## WHAT YOU HAVE TO DO
Of the lines below, write out exactly those from the line with "italic ? SkFontStyle::kItalic_Slant" through the line with "auto drawPhoto = [&](const", both included, and skip the rest.

** Opening AVAILABLE DATA block **

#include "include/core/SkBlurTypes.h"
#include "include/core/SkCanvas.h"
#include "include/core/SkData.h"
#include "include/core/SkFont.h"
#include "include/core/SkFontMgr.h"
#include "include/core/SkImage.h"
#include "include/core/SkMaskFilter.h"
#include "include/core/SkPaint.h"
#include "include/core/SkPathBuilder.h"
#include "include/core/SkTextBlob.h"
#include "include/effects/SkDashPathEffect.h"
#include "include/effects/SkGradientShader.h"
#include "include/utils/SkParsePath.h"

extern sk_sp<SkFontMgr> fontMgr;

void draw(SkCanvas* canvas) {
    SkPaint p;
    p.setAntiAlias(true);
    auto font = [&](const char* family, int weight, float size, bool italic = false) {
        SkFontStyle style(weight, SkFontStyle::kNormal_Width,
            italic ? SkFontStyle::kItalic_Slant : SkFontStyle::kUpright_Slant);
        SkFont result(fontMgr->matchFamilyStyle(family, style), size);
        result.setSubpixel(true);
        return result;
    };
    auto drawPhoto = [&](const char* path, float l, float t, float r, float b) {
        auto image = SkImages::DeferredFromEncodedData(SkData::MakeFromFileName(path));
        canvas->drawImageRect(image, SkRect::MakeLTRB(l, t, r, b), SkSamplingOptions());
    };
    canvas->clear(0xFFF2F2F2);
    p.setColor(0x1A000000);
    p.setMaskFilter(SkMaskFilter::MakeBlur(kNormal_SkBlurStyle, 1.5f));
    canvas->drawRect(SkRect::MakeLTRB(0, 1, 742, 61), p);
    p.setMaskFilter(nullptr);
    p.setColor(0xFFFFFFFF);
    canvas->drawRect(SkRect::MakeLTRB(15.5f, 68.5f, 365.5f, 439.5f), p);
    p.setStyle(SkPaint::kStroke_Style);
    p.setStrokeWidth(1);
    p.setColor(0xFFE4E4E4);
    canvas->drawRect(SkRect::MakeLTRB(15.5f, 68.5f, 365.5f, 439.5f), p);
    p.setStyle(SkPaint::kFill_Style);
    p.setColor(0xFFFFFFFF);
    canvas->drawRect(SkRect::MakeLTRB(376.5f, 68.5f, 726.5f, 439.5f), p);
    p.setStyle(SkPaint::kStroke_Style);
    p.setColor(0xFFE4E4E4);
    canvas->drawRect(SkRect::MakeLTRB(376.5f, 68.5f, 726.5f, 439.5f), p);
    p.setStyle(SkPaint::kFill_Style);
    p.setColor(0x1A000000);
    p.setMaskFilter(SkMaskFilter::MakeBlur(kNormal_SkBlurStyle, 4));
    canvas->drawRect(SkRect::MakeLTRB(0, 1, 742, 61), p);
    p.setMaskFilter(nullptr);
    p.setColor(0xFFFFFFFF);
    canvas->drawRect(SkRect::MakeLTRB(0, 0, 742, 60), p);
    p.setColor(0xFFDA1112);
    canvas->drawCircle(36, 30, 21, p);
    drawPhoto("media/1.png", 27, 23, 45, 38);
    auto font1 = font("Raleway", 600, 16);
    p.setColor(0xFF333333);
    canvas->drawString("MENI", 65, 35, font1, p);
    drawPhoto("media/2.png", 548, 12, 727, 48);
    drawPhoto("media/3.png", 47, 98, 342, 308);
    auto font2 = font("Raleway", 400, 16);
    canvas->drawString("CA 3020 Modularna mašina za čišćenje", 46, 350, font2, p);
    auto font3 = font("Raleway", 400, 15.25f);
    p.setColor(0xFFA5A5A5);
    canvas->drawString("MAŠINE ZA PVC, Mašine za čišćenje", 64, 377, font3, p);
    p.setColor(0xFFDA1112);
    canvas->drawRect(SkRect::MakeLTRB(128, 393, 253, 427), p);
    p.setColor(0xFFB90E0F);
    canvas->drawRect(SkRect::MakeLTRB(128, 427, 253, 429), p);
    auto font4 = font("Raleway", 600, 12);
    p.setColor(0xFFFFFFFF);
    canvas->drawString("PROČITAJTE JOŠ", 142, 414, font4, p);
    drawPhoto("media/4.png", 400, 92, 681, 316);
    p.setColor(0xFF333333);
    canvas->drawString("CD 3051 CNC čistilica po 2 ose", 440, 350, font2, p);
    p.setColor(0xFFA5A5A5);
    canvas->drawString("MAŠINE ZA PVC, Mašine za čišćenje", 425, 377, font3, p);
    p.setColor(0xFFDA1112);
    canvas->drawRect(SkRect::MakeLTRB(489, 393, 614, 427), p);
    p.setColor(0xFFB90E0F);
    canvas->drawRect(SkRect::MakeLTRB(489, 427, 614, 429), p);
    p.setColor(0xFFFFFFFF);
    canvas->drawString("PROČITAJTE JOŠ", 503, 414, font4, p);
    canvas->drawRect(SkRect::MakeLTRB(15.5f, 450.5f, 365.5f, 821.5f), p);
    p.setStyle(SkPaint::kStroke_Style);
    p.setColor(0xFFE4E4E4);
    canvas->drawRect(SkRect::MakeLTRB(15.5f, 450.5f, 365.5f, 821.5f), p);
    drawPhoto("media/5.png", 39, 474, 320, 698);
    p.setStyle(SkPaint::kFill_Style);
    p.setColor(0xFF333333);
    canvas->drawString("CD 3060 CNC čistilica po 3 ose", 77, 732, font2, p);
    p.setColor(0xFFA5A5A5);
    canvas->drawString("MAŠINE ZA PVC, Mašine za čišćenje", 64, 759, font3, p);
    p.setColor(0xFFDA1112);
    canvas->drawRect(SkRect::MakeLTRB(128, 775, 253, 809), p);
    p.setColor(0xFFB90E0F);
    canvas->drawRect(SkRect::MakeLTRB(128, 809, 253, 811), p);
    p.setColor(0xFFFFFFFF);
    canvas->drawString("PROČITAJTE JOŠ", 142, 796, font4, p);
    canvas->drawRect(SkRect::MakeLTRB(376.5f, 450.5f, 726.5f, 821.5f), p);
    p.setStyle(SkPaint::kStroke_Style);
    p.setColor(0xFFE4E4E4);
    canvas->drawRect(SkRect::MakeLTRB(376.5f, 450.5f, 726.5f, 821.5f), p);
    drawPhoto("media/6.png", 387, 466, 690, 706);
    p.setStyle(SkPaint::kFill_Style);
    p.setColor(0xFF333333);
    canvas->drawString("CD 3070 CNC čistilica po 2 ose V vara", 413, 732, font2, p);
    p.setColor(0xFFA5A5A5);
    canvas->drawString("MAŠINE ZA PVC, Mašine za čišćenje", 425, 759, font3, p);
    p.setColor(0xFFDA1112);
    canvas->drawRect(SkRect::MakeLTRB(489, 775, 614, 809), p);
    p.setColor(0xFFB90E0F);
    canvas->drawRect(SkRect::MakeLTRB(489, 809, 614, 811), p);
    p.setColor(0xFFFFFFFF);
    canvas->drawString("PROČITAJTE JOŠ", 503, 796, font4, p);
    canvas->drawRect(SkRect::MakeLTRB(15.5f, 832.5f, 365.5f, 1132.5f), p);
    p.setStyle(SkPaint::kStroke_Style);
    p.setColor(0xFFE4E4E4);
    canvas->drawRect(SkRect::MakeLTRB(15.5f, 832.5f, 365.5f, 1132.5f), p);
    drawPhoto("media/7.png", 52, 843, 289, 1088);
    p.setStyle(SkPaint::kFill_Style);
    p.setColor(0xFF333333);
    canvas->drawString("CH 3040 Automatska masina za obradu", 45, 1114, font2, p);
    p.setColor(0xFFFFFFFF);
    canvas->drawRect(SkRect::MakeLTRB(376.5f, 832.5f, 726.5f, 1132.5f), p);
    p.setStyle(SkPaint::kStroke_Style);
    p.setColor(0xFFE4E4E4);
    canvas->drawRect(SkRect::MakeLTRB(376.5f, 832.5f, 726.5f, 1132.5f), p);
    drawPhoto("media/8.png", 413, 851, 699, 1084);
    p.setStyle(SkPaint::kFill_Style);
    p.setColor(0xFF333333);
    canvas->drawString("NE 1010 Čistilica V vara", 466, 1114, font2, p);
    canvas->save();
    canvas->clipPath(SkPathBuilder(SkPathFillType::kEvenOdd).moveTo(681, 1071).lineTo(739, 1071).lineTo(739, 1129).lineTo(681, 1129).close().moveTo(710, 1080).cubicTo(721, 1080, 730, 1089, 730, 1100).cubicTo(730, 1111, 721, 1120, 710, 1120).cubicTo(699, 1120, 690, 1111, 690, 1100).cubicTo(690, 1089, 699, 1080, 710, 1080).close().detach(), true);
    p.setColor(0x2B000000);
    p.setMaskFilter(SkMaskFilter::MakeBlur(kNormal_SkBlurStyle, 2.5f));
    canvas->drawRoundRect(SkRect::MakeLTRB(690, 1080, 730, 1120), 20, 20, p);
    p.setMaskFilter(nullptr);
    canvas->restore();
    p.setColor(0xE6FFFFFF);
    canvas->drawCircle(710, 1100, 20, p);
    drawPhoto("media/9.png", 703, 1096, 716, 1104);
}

** Closing AVAILABLE DATA block **

## YOUR RESPONSE
            italic ? SkFontStyle::kItalic_Slant : SkFontStyle::kUpright_Slant);
        SkFont result(fontMgr->matchFamilyStyle(family, style), size);
        result.setSubpixel(true);
        return result;
    };
    auto drawPhoto = [&](const char* path, float l, float t, float r, float b) {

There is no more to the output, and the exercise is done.